A loss in cellular protein partners promotes α-synuclein aggregation in cells resulting from oxidative stress.

ABSTRACT

There is a consensus that oxidative stress promotes neurodegeneration and may be linked to plaque formation. α-Synuclein is the main component of neurodegenerative plaques. We have found that α-synuclein binds strongly to the enzyme phospholipase Cß1 (PLCß1) in vitro and in cells affecting both its G protein activation and its degradation. Because PLCß1 binds to α-synuclein in cells, we tested whether decreasing its level would promote α-synuclein aggregation and whether overproducing PLCß1 would inhibit aggregation.

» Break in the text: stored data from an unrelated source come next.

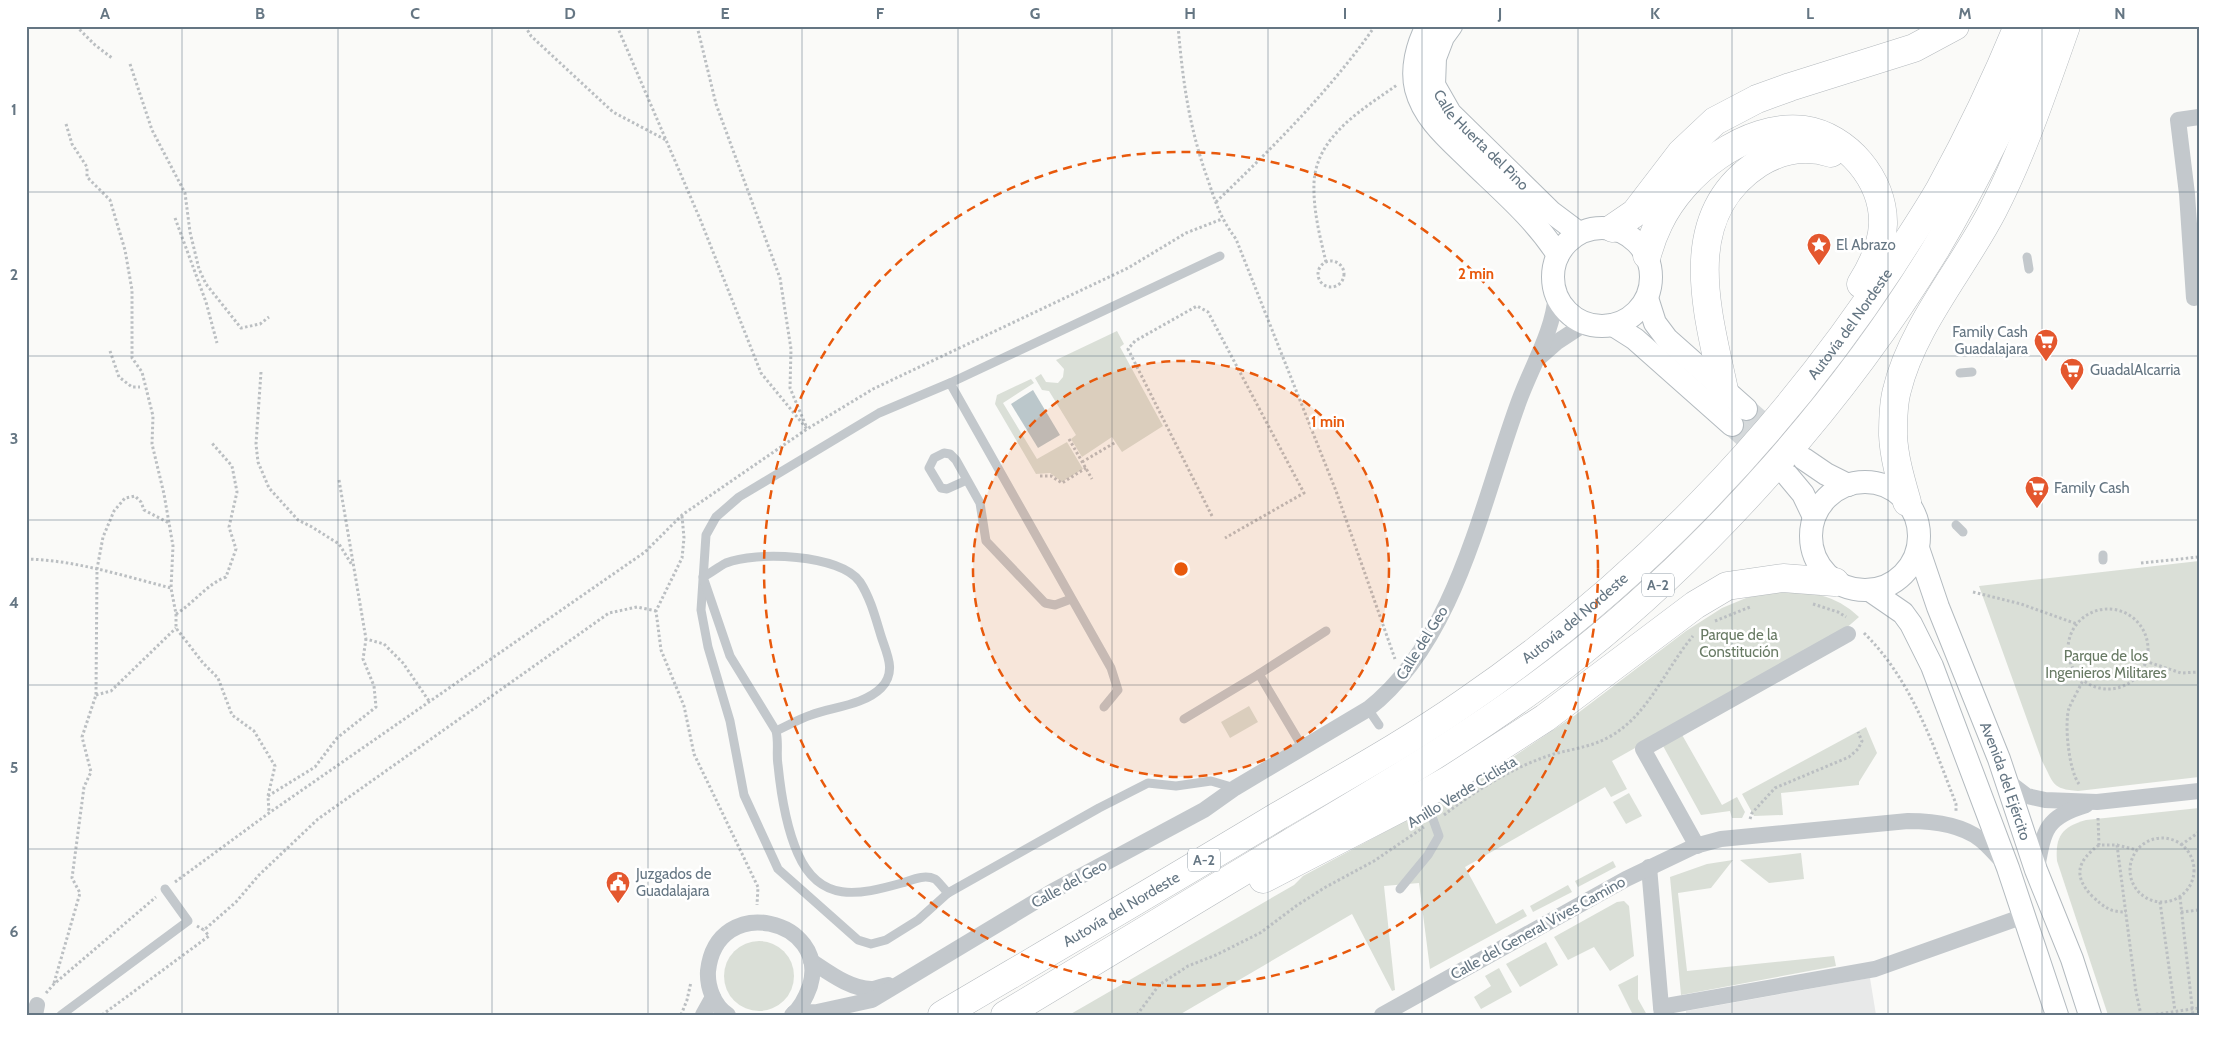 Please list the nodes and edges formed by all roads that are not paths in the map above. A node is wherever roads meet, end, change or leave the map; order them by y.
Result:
1 (1427, 26) edge
2 (1451, 26) edge
3 (1955, 26) edge
4 (2018, 26) edge
5 (2047, 26) edge
6 (2066, 26) edge
7 (2199, 117) edge
8 (1863, 168) junction
9 (1613, 228) junction
10 (1578, 233) junction
11 (1558, 255) junction
12 (1647, 255) junction
13 (1220, 256) dead end
14 (2026, 257) dead end
15 (2029, 269) dead end
16 (1556, 294) junction
17 (1647, 298) junction
18 (2197, 299) edge
19 (1586, 323) junction
20 (1613, 325) junction
21 (1533, 364) junction
22 (1972, 372) dead end
23 (1960, 373) dead end
24 (950, 383) junction
25 (1724, 390) junction
26 (1804, 459) tunnel mouth
27 (1788, 476) tunnel mouth
28 (967, 480) junction
29 (1848, 485) junction
30 (1907, 502) junction
31 (1814, 517) junction
32 (1918, 548) junction
33 (703, 577) junction
34 (1835, 582) junction
35 (1871, 591) junction
36 (1071, 599) junction
37 (1853, 628) road end
38 (1326, 631) dead end
39 (1259, 674) junction
40 (1465, 702) junction
41 (1104, 707) dead end
42 (1368, 709) junction
43 (1184, 719) dead end
44 (1379, 725) dead end
45 (776, 731) junction
46 (1303, 748) junction
47 (2006, 780) junction
48 (1235, 788) junction
49 (2199, 791) edge
50 (2097, 802) junction
51 (1430, 810) dead end
52 (1697, 846) junction
53 (1650, 867) junction
54 (2008, 868) junction
55 (2036, 870) junction
56 (1400, 888) dead end
57 (165, 890) road end
58 (948, 893) junction
59 (2024, 916) junction
60 (810, 961) junction
61 (1089, 965) junction
62 (903, 981) junction
63 (712, 997) junction
64 (1662, 1011) edge
65 (793, 1014) edge
66 (60, 1015) edge
67 (703, 1015) edge
68 (728, 1015) edge
69 (942, 1015) edge
70 (1005, 1015) edge
71 (1382, 1015) edge
72 (2057, 1015) edge
73 (2090, 1015) edge

1 - 11 main road
2 - 10 main road, Calle Huerta del Pino
3 - 9 highway
4 - 40 highway, Autovía del Nordeste / A-2
5 - 61 highway, Autovía del Nordeste / A-2
6 - 30 highway
7 - 18 street
8 - 12 highway
8 - 25 highway
8 - 40 highway
9 - 10 main road
9 - 12 main road
10 - 11 main road
11 - 16 main road
12 - 17 main road
13 - 24 lane
14 - 15 lane
16 - 19 main road
16 - 21 street, Calle del Geo
17 - 20 main road
17 - 25 main road
19 - 20 main road
19 - 21 street, Calle del Geo
20 - 25 main road
21 - 42 street, Calle del Geo
22 - 23 lane
24 - 33 lane
24 - 36 lane
26 - 29 main road
27 - 31 main road
28 - 28 lane
28 - 36 lane
29 - 30 main road
29 - 31 main road
30 - 32 main road
31 - 34 main road
32 - 35 main road
32 - 47 main road, Avenida del Ejército
33 - 45 lane
33 - 45 lane
33 - 58 lane
34 - 35 main road
34 - 61 highway
35 - 54 main road, Avenida del Ejército
36 - 41 lane
37 - 52 street
38 - 39 lane
39 - 43 lane
39 - 46 lane
40 - 69 highway, Autovía del Nordeste / A-2
42 - 44 lane
42 - 46 street, Calle del Geo
45 - 58 lane
46 - 48 street, Calle del Geo
47 - 50 street
47 - 55 main road, Avenida del Ejército
48 - 58 lane
48 - 62 street, Calle del Geo
49 - 50 street
50 - 55 street
51 - 56 lane
52 - 53 street, Calle del General Vives Camino
52 - 54 street, Calle del General Vives Camino
53 - 64 street
53 - 71 street, Calle del General Vives Camino
54 - 59 main road, Avenida del Ejército
55 - 73 main road, Avenida del Ejército
57 - 66 lane
59 - 64 street
59 - 72 main road, Avenida del Ejército
60 - 62 street, Calle del Geo
60 - 63 street
60 - 65 street
61 - 70 highway, Autovía del Nordeste / A-2
62 - 65 street, Calle del Geo
63 - 67 street
63 - 68 street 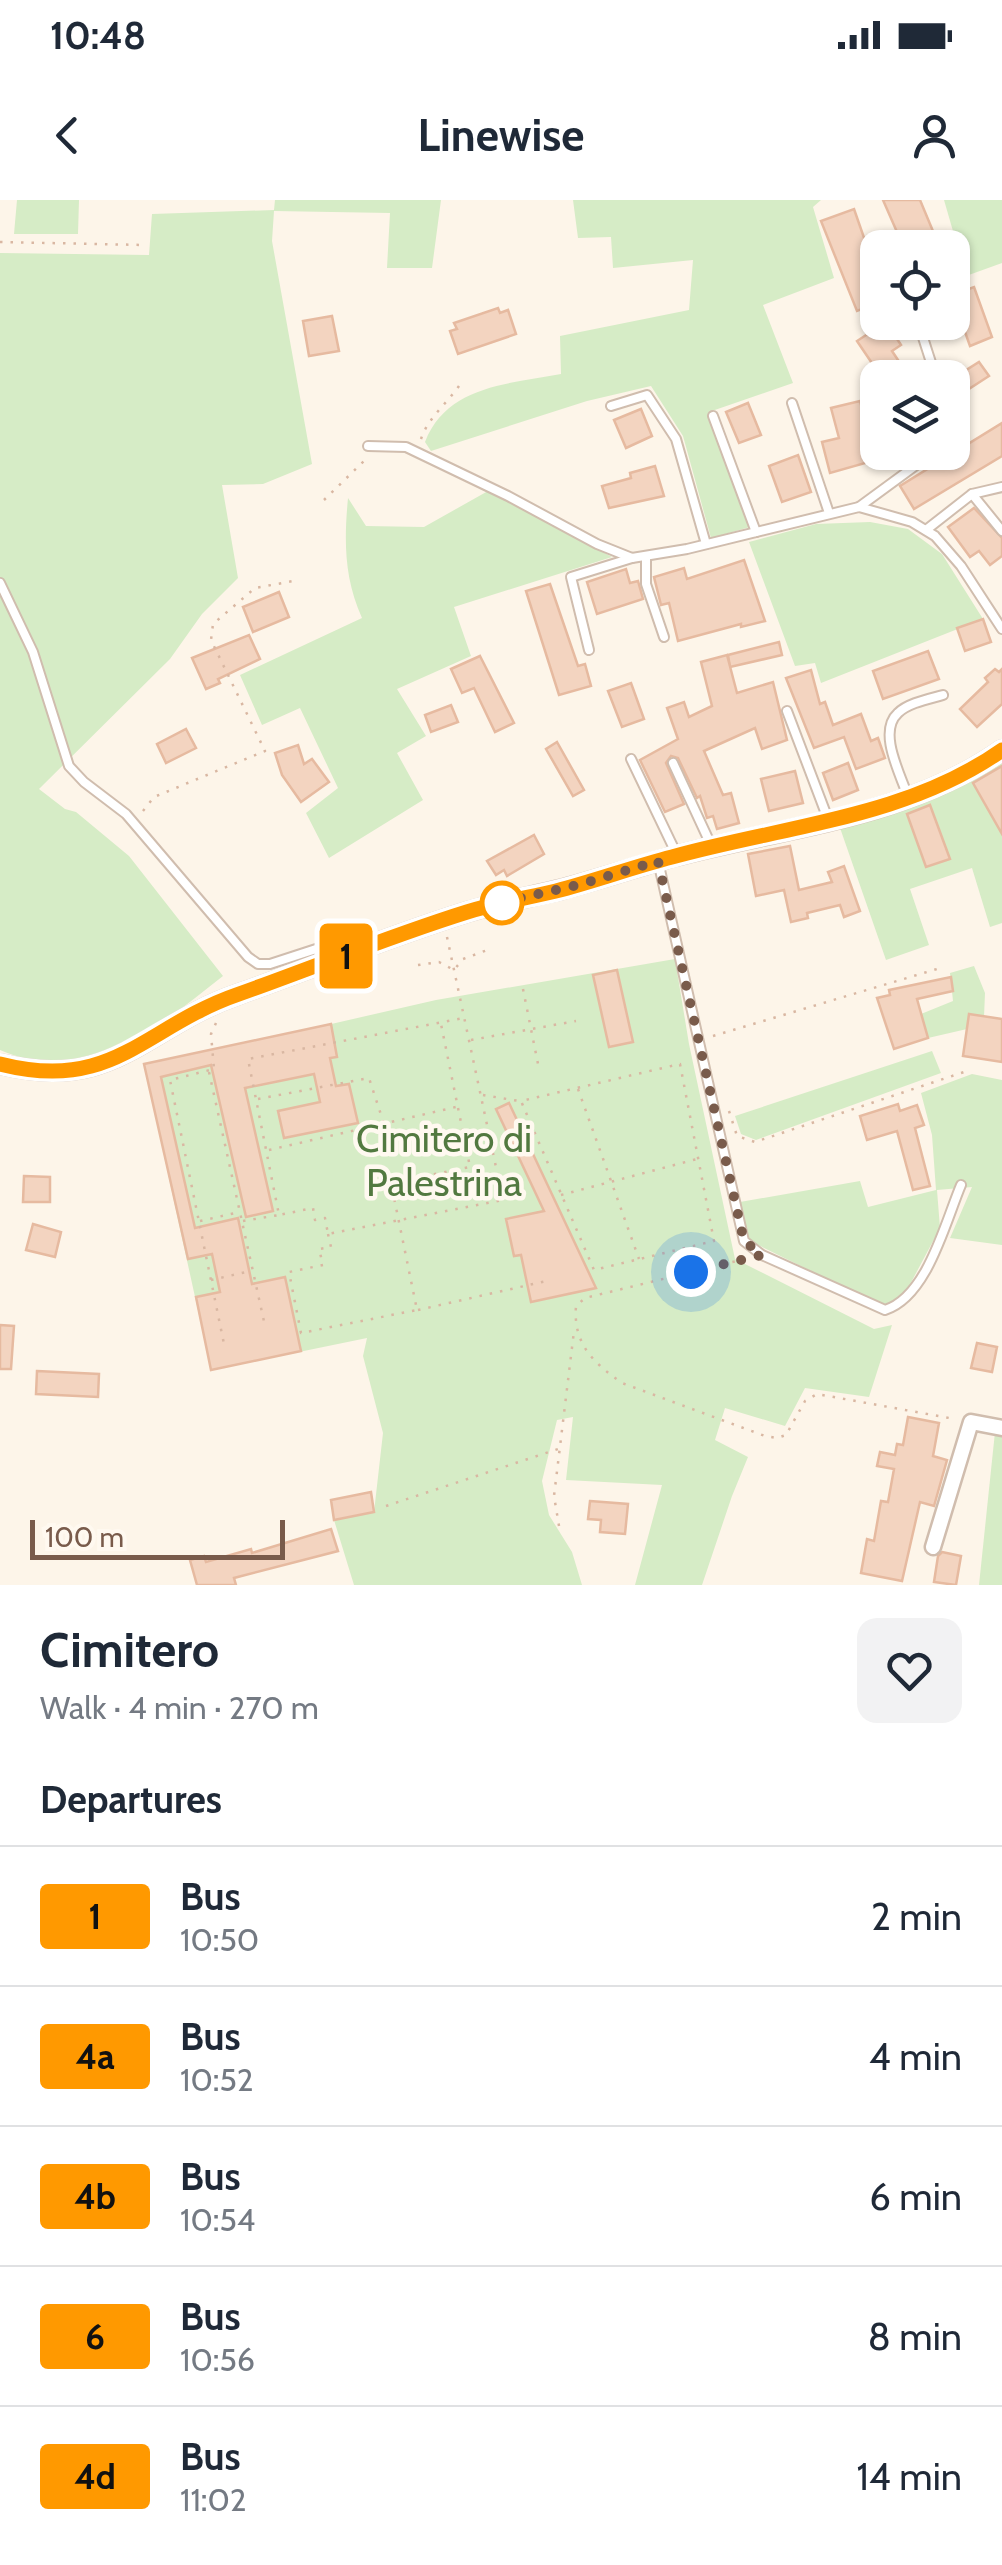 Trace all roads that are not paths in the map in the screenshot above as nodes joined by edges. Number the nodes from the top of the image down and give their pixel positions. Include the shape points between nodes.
1 (792, 403) dead end
2 (611, 406) dead end
3 (713, 416) dead end
4 (368, 446) dead end
5 (909, 470) edge
6 (1002, 487) edge
7 (972, 494) junction
8 (859, 507) junction
9 (829, 514) junction
10 (926, 530) junction
11 (1002, 531) edge
12 (756, 532) junction
13 (706, 544) junction
14 (646, 556) junction
15 (632, 558) junction
16 (0, 583) edge
17 (1002, 629) edge
18 (664, 637) dead end
19 (589, 650) dead end
20 (942, 694) dead end
21 (787, 711) dead end
22 (1002, 750) edge
23 (632, 759) dead end
24 (672, 762) dead end
25 (908, 797) junction
26 (829, 820) junction
27 (712, 847) junction
28 (678, 855) junction
29 (658, 861) junction
30 (370, 947) junction
31 (0, 1064) edge
32 (961, 1186) dead end
33 (1002, 1428) edge
34 (933, 1547) dead end

1 - 9 lane
2 - 13 lane via 646,395 676,439
3 - 12 lane
4 - 15 lane via 406,447
5 - 8 lane
6 - 7 lane
7 - 10 lane
7 - 11 lane
8 - 9 lane
8 - 10 lane
9 - 12 lane
10 - 17 lane via 961,566
12 - 13 lane
13 - 14 lane
14 - 15 lane
14 - 18 lane via 646,584
15 - 19 lane via 571,577
16 - 30 lane via 33,652 69,766 118,807 252,961 270,964 359,935
20 - 25 lane via 901,710 890,727
21 - 26 lane
22 - 25 street via 961,777
23 - 28 lane
24 - 27 lane
25 - 26 street
26 - 27 street
27 - 28 street
28 - 29 street
29 - 30 street
29 - 32 lane via 744,1241 885,1310 909,1297
30 - 31 street via 210,1005 87,1069 38,1072
33 - 34 street via 971,1422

By imaging fluorescent α-synuclein in living HEK293, PC12, and SK-H-SH cells, we find that α-synuclein aggregation is directly related to the level of PLCß1. Importantly, we found that oxidative stress does not affect the cellular levels of α-synuclein but results in the down-regulation of PLCß1 thereby promoting α-synuclein aggregation. A peptide that mimics part of the α-synuclein binding site to PLCß prevents aggregation. Our studies indicate that PLCß1 can reduce cell damage under oxidative stress and offers a potential site that might be exploited to prevent α-synuclein aggregation.